ABOUT THIS TASK: Given the records that follow, return each one verbatim.

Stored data
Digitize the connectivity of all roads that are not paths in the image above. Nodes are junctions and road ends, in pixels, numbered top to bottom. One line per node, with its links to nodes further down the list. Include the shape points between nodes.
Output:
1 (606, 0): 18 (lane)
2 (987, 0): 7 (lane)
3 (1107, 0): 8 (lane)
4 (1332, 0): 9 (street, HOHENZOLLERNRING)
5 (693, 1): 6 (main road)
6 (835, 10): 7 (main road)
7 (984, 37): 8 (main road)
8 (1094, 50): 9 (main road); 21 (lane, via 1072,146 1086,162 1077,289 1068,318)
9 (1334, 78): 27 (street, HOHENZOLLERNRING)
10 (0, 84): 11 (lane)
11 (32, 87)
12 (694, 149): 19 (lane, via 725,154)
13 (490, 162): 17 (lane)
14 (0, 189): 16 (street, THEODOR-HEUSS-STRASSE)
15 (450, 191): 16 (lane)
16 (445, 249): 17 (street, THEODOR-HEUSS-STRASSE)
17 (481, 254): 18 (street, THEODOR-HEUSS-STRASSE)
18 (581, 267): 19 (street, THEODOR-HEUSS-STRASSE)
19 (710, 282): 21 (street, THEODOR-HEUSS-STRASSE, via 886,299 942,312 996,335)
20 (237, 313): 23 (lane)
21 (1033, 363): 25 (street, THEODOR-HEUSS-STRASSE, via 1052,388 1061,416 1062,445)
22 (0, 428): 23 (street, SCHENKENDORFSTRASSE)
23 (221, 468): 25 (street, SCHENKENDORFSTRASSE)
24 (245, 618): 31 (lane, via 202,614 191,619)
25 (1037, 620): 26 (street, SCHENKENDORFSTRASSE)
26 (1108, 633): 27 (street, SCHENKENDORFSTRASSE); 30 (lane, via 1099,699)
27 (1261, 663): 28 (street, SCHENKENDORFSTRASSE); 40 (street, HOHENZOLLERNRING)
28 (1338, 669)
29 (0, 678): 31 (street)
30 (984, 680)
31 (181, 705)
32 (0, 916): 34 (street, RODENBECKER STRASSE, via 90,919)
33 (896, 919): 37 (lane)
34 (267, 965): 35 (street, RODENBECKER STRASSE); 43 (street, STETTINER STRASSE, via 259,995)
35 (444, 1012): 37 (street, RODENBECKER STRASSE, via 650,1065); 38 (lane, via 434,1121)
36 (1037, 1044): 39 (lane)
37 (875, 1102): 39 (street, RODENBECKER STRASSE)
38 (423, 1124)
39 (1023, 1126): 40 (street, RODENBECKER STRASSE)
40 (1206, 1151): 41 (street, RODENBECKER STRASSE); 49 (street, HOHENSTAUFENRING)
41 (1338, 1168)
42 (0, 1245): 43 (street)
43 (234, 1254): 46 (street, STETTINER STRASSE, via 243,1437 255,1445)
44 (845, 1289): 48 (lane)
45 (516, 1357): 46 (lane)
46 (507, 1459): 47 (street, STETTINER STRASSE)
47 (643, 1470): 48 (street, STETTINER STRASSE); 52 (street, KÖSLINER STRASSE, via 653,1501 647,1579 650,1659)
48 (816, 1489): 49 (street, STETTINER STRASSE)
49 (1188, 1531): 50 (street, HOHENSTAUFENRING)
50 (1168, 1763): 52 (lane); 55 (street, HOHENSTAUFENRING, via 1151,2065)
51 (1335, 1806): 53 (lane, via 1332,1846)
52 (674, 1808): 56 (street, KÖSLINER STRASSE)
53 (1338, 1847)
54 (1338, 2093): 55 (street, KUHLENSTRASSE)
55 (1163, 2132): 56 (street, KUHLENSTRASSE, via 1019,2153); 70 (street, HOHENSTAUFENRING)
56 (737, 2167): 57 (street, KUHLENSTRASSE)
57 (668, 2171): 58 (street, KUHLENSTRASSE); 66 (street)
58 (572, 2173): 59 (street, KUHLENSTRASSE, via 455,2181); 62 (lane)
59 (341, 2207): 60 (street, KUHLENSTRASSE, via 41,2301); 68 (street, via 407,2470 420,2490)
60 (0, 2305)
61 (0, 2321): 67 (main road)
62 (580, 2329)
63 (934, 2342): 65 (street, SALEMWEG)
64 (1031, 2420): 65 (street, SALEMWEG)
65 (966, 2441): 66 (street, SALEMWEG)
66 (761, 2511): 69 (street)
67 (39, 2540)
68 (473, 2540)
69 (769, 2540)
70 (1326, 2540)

RESPONSE FOR THIS EXERCISE:
Digitize the connectivity of all roads that are not paths in the image above. Nodes are junctions and road ends, in pixels, numbered top to bottom. One line per node, with its links to nodes further down the list. Include the shape points between nodes.
Output:
1 (606, 0): 18 (lane)
2 (987, 0): 7 (lane)
3 (1107, 0): 8 (lane)
4 (1332, 0): 9 (street, HOHENZOLLERNRING)
5 (693, 1): 6 (main road)
6 (835, 10): 7 (main road)
7 (984, 37): 8 (main road)
8 (1094, 50): 9 (main road); 21 (lane, via 1072,146 1086,162 1077,289 1068,318)
9 (1334, 78): 27 (street, HOHENZOLLERNRING)
10 (0, 84): 11 (lane)
11 (32, 87)
12 (694, 149): 19 (lane, via 725,154)
13 (490, 162): 17 (lane)
14 (0, 189): 16 (street, THEODOR-HEUSS-STRASSE)
15 (450, 191): 16 (lane)
16 (445, 249): 17 (street, THEODOR-HEUSS-STRASSE)
17 (481, 254): 18 (street, THEODOR-HEUSS-STRASSE)
18 (581, 267): 19 (street, THEODOR-HEUSS-STRASSE)
19 (710, 282): 21 (street, THEODOR-HEUSS-STRASSE, via 886,299 942,312 996,335)
20 (237, 313): 23 (lane)
21 (1033, 363): 25 (street, THEODOR-HEUSS-STRASSE, via 1052,388 1061,416 1062,445)
22 (0, 428): 23 (street, SCHENKENDORFSTRASSE)
23 (221, 468): 25 (street, SCHENKENDORFSTRASSE)
24 (245, 618): 31 (lane, via 202,614 191,619)
25 (1037, 620): 26 (street, SCHENKENDORFSTRASSE)
26 (1108, 633): 27 (street, SCHENKENDORFSTRASSE); 30 (lane, via 1099,699)
27 (1261, 663): 28 (street, SCHENKENDORFSTRASSE); 40 (street, HOHENZOLLERNRING)
28 (1338, 669)
29 (0, 678): 31 (street)
30 (984, 680)
31 (181, 705)
32 (0, 916): 34 (street, RODENBECKER STRASSE, via 90,919)
33 (896, 919): 37 (lane)
34 (267, 965): 35 (street, RODENBECKER STRASSE); 43 (street, STETTINER STRASSE, via 259,995)
35 (444, 1012): 37 (street, RODENBECKER STRASSE, via 650,1065); 38 (lane, via 434,1121)
36 (1037, 1044): 39 (lane)
37 (875, 1102): 39 (street, RODENBECKER STRASSE)
38 (423, 1124)
39 (1023, 1126): 40 (street, RODENBECKER STRASSE)
40 (1206, 1151): 41 (street, RODENBECKER STRASSE); 49 (street, HOHENSTAUFENRING)
41 (1338, 1168)
42 (0, 1245): 43 (street)
43 (234, 1254): 46 (street, STETTINER STRASSE, via 243,1437 255,1445)
44 (845, 1289): 48 (lane)
45 (516, 1357): 46 (lane)
46 (507, 1459): 47 (street, STETTINER STRASSE)
47 (643, 1470): 48 (street, STETTINER STRASSE); 52 (street, KÖSLINER STRASSE, via 653,1501 647,1579 650,1659)
48 (816, 1489): 49 (street, STETTINER STRASSE)
49 (1188, 1531): 50 (street, HOHENSTAUFENRING)
50 (1168, 1763): 52 (lane); 55 (street, HOHENSTAUFENRING, via 1151,2065)
51 (1335, 1806): 53 (lane, via 1332,1846)
52 (674, 1808): 56 (street, KÖSLINER STRASSE)
53 (1338, 1847)
54 (1338, 2093): 55 (street, KUHLENSTRASSE)
55 (1163, 2132): 56 (street, KUHLENSTRASSE, via 1019,2153); 70 (street, HOHENSTAUFENRING)
56 (737, 2167): 57 (street, KUHLENSTRASSE)
57 (668, 2171): 58 (street, KUHLENSTRASSE); 66 (street)
58 (572, 2173): 59 (street, KUHLENSTRASSE, via 455,2181); 62 (lane)
59 (341, 2207): 60 (street, KUHLENSTRASSE, via 41,2301); 68 (street, via 407,2470 420,2490)
60 (0, 2305)
61 (0, 2321): 67 (main road)
62 (580, 2329)
63 (934, 2342): 65 (street, SALEMWEG)
64 (1031, 2420): 65 (street, SALEMWEG)
65 (966, 2441): 66 (street, SALEMWEG)
66 (761, 2511): 69 (street)
67 (39, 2540)
68 (473, 2540)
69 (769, 2540)
70 (1326, 2540)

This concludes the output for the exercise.